Дивизии неприятеля притекли под Курганную высоту, и батарея завизжала, как в истерике. То была картечь. Ровные ряды солдат, ужасающие неотвратимостью напора, стали ложиться, будто по ним шаркали не очень умелою косой, с пропусками. Но барабаны все еще гремели, дивизии шли… под неумолимую косу. И всё рассыпалось, как наважденье. Ни строя, ни грозы, всё бежало, и за бегущими мчались с молниями в руках железные кирасиры.
Кутузов, сидя на скамеечке, опять рисовал рукоятью нагайки вензеля на песке, словно бы забыл об атаке Брусье и Дельсона. Вице-король присмирел, страница перевернута.
Склонивши голову, главнокомандующий вслушивался в рев Шевардинского недостроенного редута. Пушки отсюда предполагалось перевести на новую позицию, занимаемую армией Багратиона. Не успели. Да ведь и сомневались. Редут с фланга нависал над дивизиями Наполеона, в случае атаки на Бородино…

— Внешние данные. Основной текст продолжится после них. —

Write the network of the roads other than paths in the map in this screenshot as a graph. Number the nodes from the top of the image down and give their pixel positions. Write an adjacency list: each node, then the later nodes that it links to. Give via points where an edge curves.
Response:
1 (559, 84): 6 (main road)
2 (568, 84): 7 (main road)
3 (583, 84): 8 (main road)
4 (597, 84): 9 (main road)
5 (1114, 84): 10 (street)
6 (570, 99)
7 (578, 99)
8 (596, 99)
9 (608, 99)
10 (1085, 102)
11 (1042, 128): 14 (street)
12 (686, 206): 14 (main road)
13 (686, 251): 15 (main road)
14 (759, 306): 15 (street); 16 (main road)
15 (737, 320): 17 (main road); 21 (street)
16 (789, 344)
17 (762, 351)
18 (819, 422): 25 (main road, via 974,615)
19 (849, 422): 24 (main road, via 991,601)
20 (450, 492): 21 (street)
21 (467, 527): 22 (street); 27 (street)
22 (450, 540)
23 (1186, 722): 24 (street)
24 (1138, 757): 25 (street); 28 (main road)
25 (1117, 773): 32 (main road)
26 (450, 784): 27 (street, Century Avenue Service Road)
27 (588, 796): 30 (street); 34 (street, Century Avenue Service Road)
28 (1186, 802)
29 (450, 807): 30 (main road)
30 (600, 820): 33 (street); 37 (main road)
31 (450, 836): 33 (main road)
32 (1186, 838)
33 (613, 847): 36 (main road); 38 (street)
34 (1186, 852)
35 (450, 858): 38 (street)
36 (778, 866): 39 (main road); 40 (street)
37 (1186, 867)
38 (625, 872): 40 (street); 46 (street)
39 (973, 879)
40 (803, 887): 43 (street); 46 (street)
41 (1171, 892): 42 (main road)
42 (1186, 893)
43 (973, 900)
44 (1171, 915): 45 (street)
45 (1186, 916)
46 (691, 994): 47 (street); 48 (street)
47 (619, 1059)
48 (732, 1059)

Защищать редут осталось двенадцать крупнокалиберных орудий, еще восемнадцать прикрывали правый фланг 27-й пехотной дивизии генерал-майора Неверовского и бригады драгун полковника Эммануэля – Киевский и Новороссийский полки. Новороссийским командовал зять Кутузова полковник князь Кудашев.
Всего, с кирасирами резерва, с егерями в лесах перед Шевардино и перед самим редутом, было восемь тысяч пехоты, четыре тысячи кавалерии и тридцать шесть орудий.

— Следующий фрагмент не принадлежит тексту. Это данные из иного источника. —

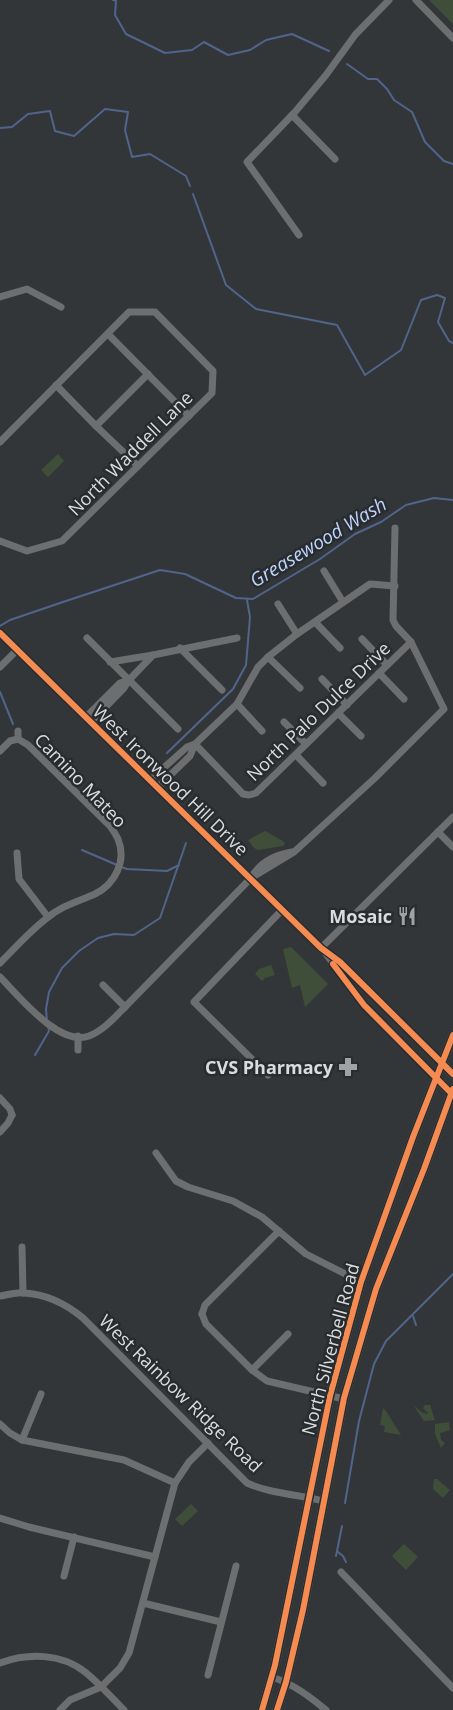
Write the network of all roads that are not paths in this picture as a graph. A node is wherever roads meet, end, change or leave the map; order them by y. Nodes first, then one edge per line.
1 (389, 0) edge
2 (416, 0) edge
3 (453, 38) edge
4 (292, 115) junction
5 (335, 159) dead end
6 (299, 235) dead end
7 (0, 297) edge
8 (61, 307) dead end
9 (108, 334) junction
10 (148, 374) junction
11 (56, 385) junction
12 (189, 416) junction
13 (96, 426) junction
14 (0, 442) edge
15 (138, 466) junction
16 (395, 528) dead end
17 (0, 541) edge
18 (324, 571) dead end
19 (395, 586) junction
20 (343, 602) junction
21 (278, 604) dead end
22 (315, 622) junction
23 (297, 634) junction
24 (3, 636) edge
25 (86, 638) dead end
26 (237, 638) dead end
27 (362, 639) dead end
28 (411, 642) junction
29 (180, 648) junction
30 (340, 648) dead end
31 (17, 650) junction
32 (153, 655) junction
33 (268, 657) junction
34 (110, 662) junction
35 (387, 665) junction
36 (0, 666) edge
37 (379, 673) junction
38 (322, 679) dead end
39 (129, 680) junction
40 (300, 688) dead end
41 (222, 690) dead end
42 (404, 699) dead end
43 (237, 704) junction
44 (347, 705) junction
45 (338, 713) junction
46 (89, 720) junction
47 (284, 722) dead end
48 (178, 729) dead end
49 (18, 731) dead end
50 (262, 732) dead end
51 (361, 736) dead end
52 (18, 739) junction
53 (195, 744) junction
54 (306, 744) junction
55 (0, 751) edge
56 (296, 755) junction
57 (150, 780) junction
58 (322, 783) dead end
59 (158, 787) junction
60 (453, 817) edge
61 (438, 832) junction
62 (453, 847) edge
63 (17, 853) dead end
64 (251, 878) junction
65 (282, 910) junction
66 (48, 917) junction
67 (321, 948) junction
68 (0, 963) edge
69 (0, 977) edge
70 (103, 985) dead end
71 (126, 1007) junction
72 (453, 1035) edge
73 (78, 1036) junction
74 (78, 1050) dead end
75 (442, 1063) junction
76 (453, 1074) edge
77 (268, 1075) dead end
78 (436, 1078) junction
79 (452, 1092) edge
80 (0, 1098) edge
81 (0, 1132) edge
82 (156, 1153) dead end
83 (280, 1231) junction
84 (376, 1240) junction
85 (393, 1246) junction
86 (22, 1247) dead end
87 (361, 1282) junction
88 (23, 1293) junction
89 (0, 1296) edge
90 (288, 1334) dead end
91 (252, 1370) junction
92 (41, 1394) dead end
93 (330, 1396) junction
94 (344, 1399) junction
95 (0, 1424) edge
96 (22, 1440) junction
97 (208, 1443) junction
98 (175, 1483) junction
99 (308, 1497) junction
100 (323, 1501) junction
101 (0, 1518) edge
102 (74, 1537) junction
103 (155, 1557) junction
104 (236, 1566) dead end
105 (341, 1572) dead end
106 (64, 1576) dead end
107 (143, 1604) junction
108 (222, 1622) junction
109 (0, 1662) edge
110 (208, 1675) dead end
111 (272, 1677) junction
112 (286, 1682) junction
113 (101, 1687) junction
114 (453, 1688) edge
115 (60, 1710) edge
116 (124, 1710) edge
117 (262, 1710) edge
118 (277, 1710) edge
119 (326, 1710) edge

1 - 4 street
2 - 3 street
4 - 5 street
4 - 6 street
7 - 8 street
9 - 10 street
9 - 11 street, North Waddell Lane
9 - 12 street, North Waddell Lane
10 - 12 street
10 - 13 street
11 - 13 street
11 - 14 street, North Waddell Lane
12 - 15 street, North Waddell Lane
13 - 15 street
15 - 17 street, North Waddell Lane
16 - 19 street
18 - 20 street
19 - 20 street
19 - 28 street
20 - 22 street
21 - 23 street
22 - 23 street
22 - 30 street
23 - 33 street
24 - 31 street, West Ironwood Hill Drive
25 - 34 street
26 - 29 street
27 - 35 street
28 - 35 street, North Palo Dulce Drive
28 - 64 street
29 - 32 street
29 - 41 street
31 - 36 street
31 - 46 street, West Ironwood Hill Drive
32 - 34 street
32 - 39 street
33 - 40 street
33 - 43 street
34 - 39 street
35 - 37 street, North Palo Dulce Drive
37 - 42 street
37 - 44 street, North Palo Dulce Drive
38 - 44 street
39 - 46 street
39 - 48 street
43 - 50 street
43 - 53 street
44 - 45 street, North Palo Dulce Drive
45 - 51 street
45 - 54 street, North Palo Dulce Drive
46 - 57 street, West Ironwood Hill Drive
47 - 54 street
49 - 52 street
52 - 55 street
52 - 66 street, Camino Mateo
53 - 56 street, North Palo Dulce Drive
53 - 57 street
53 - 59 street
54 - 56 street, North Palo Dulce Drive
56 - 58 street
57 - 59 street, West Ironwood Hill Drive
59 - 64 street, West Ironwood Hill Drive
60 - 61 street
61 - 62 street
61 - 67 street
63 - 66 street
64 - 65 street, West Ironwood Hill Drive
64 - 71 street
65 - 67 street, West Ironwood Hill Drive
65 - 77 street
66 - 68 street, Camino Mateo
67 - 75 street, West Ironwood Hill Drive
67 - 78 street, West Ironwood Hill Drive
69 - 73 street
70 - 71 street
71 - 73 street
72 - 75 main road, North Silverbell Road
73 - 74 street
75 - 76 main road
75 - 78 main road, North Silverbell Road
78 - 79 main road
78 - 84 main road, North Silverbell Road
79 - 85 main road, North Silverbell Road
80 - 81 street
82 - 83 street
83 - 87 street
83 - 91 street
84 - 85 main road
84 - 87 main road, North Silverbell Road
85 - 94 main road, North Silverbell Road
86 - 88 street
87 - 93 main road, North Silverbell Road
88 - 89 street, West Rainbow Ridge Road
88 - 97 street, West Rainbow Ridge Road
90 - 91 street
91 - 93 street
92 - 96 street
93 - 94 street
93 - 99 main road, North Silverbell Road
94 - 100 main road, North Silverbell Road
95 - 96 street
96 - 98 street
97 - 98 street
97 - 99 street, West Rainbow Ridge Road
98 - 103 street
99 - 100 street, West Rainbow Ridge Road
99 - 111 main road, North Silverbell Road
100 - 112 main road, North Silverbell Road
101 - 102 street
102 - 103 street
102 - 106 street
103 - 107 street
104 - 108 street
105 - 114 street
107 - 108 street
107 - 113 street
108 - 110 street
109 - 113 street
111 - 112 street
111 - 117 main road, North Silverbell Road
112 - 118 main road, North Silverbell Road
112 - 119 street
113 - 115 street
113 - 116 street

Наполеон привык подавлять. Принявши редут за левый фланг русской армии, а сей фланг манил доступностью, гений войны отдал приказ овладеть редутом маршалу Мюрату, королю неаполитанскому, и маршалу Даву. Корпус Понятовского должен был только обеспечивать наступление: лишить русских возможности ударить по дивизии Компана с фланга. Компана шел на редут в лоб. С севера еще две дивизии – Морава и Фриана, а дабы сжечь огонь огнем, Наполеон выставил против тридцати шести русских пушек сто восемьдесят шесть.